In defining the gift of the Christian Sabbath, I think the Heidelberg Catechism strikes a lovely balance of creating anticipation, expectation and freedom about this day which the Lord of the Sabbath made for man without the restrictiveness of creating rules and policy. The question is asked: What is God’s will for you in the fourth commandment? The answer is given: First, that the gospel ministry and education for it be maintained, and that, especially on the festive day of rest, I regularly attend the assembly of God’s people to learn what God’s Word teaches, to participate in the sacraments, to pray to God publicly, and to bring Christian offerings for the poor. Second, that every day of my life I rest from my evil ways, let the Lord work in me through his Spirit, and so begin already in this life the eternal Sabbath.
I like to think of the Lord’s Day as the Festive Day of Rest. It is a party! When someone throws a party, invitations are sent and people mark their calendars and clear their schedules because they want to gather in the enjoyment and celebration of the host and the occasion. It is a privilege to get invited and the party becomes a fixed point in your life and is typically not neglected. In the Lord’s Day the invitations are sent to those whom He loves to come to share in the fellowship and worship of the Savior and all the attendees are richly blessed just to be there.

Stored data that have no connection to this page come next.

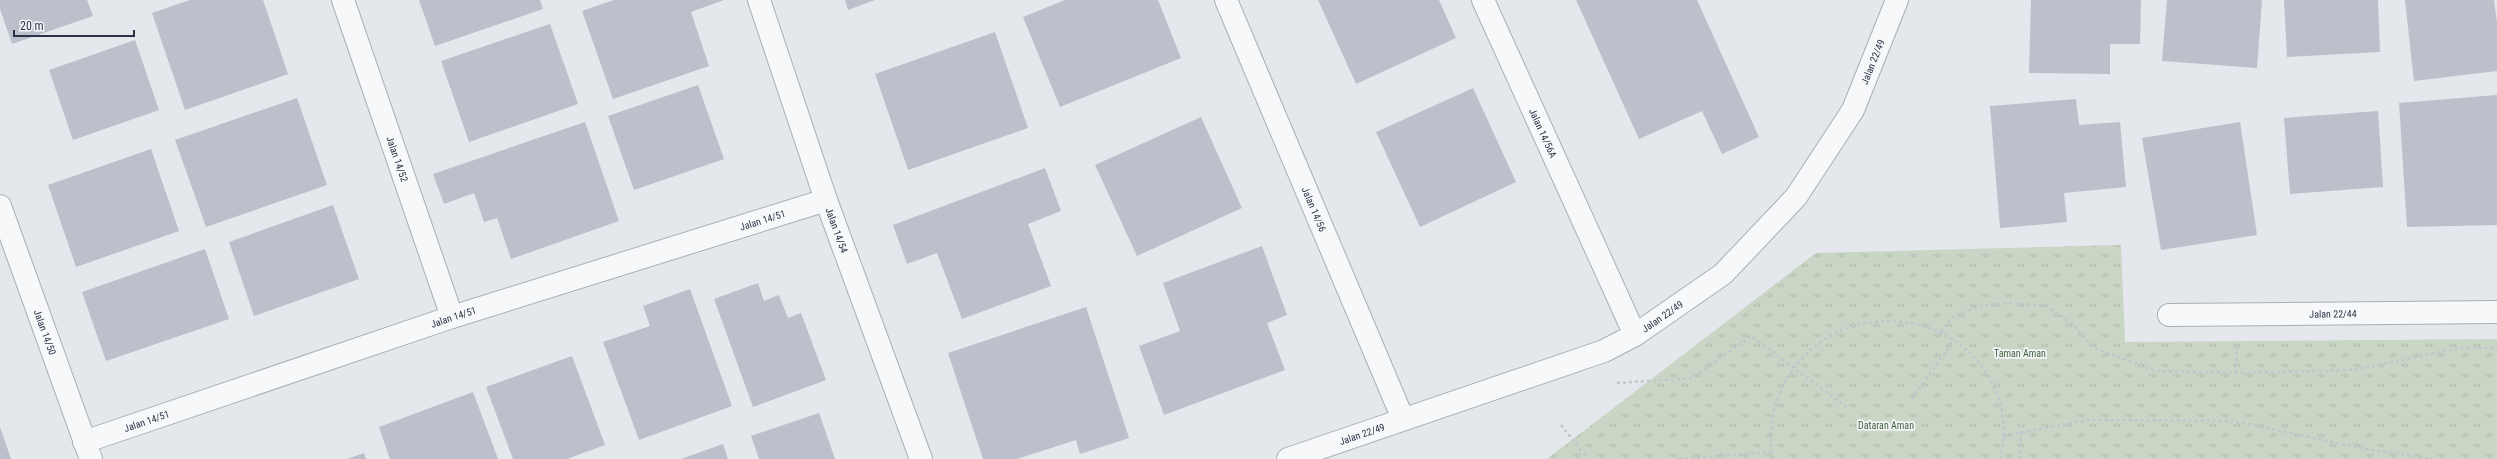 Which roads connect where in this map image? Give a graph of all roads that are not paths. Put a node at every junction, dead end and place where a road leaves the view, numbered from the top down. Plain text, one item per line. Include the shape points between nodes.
1 (343, 0) edge
2 (758, 0) edge
3 (1226, 0) edge
4 (1483, 0) edge
5 (1897, 0) edge
6 (826, 200) junction
7 (0, 206) edge
8 (2497, 312) edge
9 (2169, 315) dead end
10 (452, 318) junction
11 (1635, 335) junction
12 (1403, 419) junction
13 (87, 450) edge
14 (922, 459) edge
15 (1288, 459) edge

1 - 10 street, Jalan 14/52
2 - 6 street, Jalan 14/54
3 - 12 street, Jalan 14/56
4 - 11 street, Jalan 14/56A
5 - 11 street, Jalan 22/49 via 1853,110 1796,197 1723,274
6 - 10 street, Jalan 14/51
6 - 14 street, Jalan 14/54
7 - 13 street, Jalan 14/50
8 - 9 street, Jalan 22/44
10 - 13 street, Jalan 14/51
11 - 12 street, Jalan 22/49 via 1604,351
12 - 15 street, Jalan 22/49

When you are invited to a party, you also engage in thoughtful preparations so you can enjoy the party. We always work hard to get all of our tasks done ahead of time so that we can ENJOY the party and the host. For the Lord’s Day, that means working hard for 6 days to accomplish our tasks so that we can enjoy the festivities. It even takes some preparation to get in the festive mood, doesn’t it? Doing things to warm our hearts and avoiding things that can dampen our spirits the evening before can help get us in the right frame of mind so that we can get the most out of the Lord’s Day is a great way to enjoy His Day to the full.